[INPUT MATERIAL — start]
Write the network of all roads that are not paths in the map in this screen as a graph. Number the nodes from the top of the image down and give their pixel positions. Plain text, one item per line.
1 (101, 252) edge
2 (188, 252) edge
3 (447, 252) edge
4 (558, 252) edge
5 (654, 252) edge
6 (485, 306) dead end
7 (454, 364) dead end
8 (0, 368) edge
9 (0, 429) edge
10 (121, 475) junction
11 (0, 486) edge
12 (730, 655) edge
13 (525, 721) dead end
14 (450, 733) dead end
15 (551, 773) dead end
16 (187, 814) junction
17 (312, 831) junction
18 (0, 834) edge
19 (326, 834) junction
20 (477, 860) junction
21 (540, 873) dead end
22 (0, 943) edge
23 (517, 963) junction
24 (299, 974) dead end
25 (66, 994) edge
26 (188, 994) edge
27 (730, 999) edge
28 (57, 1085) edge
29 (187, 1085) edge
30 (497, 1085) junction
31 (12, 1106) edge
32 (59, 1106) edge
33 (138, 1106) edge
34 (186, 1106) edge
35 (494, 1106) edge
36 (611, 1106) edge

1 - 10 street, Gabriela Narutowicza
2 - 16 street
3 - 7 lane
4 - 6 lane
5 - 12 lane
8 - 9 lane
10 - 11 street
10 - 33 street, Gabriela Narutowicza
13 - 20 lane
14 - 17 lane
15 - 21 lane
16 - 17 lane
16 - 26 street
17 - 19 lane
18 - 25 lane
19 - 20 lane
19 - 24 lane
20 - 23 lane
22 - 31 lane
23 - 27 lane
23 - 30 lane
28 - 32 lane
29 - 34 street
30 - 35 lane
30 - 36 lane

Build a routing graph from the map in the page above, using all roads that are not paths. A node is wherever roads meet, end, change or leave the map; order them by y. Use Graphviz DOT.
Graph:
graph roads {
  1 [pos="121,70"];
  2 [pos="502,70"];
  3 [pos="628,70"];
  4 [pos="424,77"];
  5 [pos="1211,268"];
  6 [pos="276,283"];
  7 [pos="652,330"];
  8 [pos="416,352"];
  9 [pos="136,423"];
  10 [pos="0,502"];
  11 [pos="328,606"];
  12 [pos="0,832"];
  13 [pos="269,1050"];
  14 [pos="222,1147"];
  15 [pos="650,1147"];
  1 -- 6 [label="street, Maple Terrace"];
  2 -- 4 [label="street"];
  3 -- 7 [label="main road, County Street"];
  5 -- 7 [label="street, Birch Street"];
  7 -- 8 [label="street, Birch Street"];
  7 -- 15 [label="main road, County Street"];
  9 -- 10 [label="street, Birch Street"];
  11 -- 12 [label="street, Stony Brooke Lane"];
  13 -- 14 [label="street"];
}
[INPUT MATERIAL — finish]
• [WHAT IS NEEDED]
Write out exactly each line of the entries, starting at the one containing "Build a routing" and finishing with the last line.

• [WRITTEN RESPONSE]
Build a routing graph from the map in the page above, using all roads that are not paths. A node is wherever roads meet, end, change or leave the map; order them by y. Use Graphviz DOT.
Graph:
graph roads {
  1 [pos="121,70"];
  2 [pos="502,70"];
  3 [pos="628,70"];
  4 [pos="424,77"];
  5 [pos="1211,268"];
  6 [pos="276,283"];
  7 [pos="652,330"];
  8 [pos="416,352"];
  9 [pos="136,423"];
  10 [pos="0,502"];
  11 [pos="328,606"];
  12 [pos="0,832"];
  13 [pos="269,1050"];
  14 [pos="222,1147"];
  15 [pos="650,1147"];
  1 -- 6 [label="street, Maple Terrace"];
  2 -- 4 [label="street"];
  3 -- 7 [label="main road, County Street"];
  5 -- 7 [label="street, Birch Street"];
  7 -- 8 [label="street, Birch Street"];
  7 -- 15 [label="main road, County Street"];
  9 -- 10 [label="street, Birch Street"];
  11 -- 12 [label="street, Stony Brooke Lane"];
  13 -- 14 [label="street"];
}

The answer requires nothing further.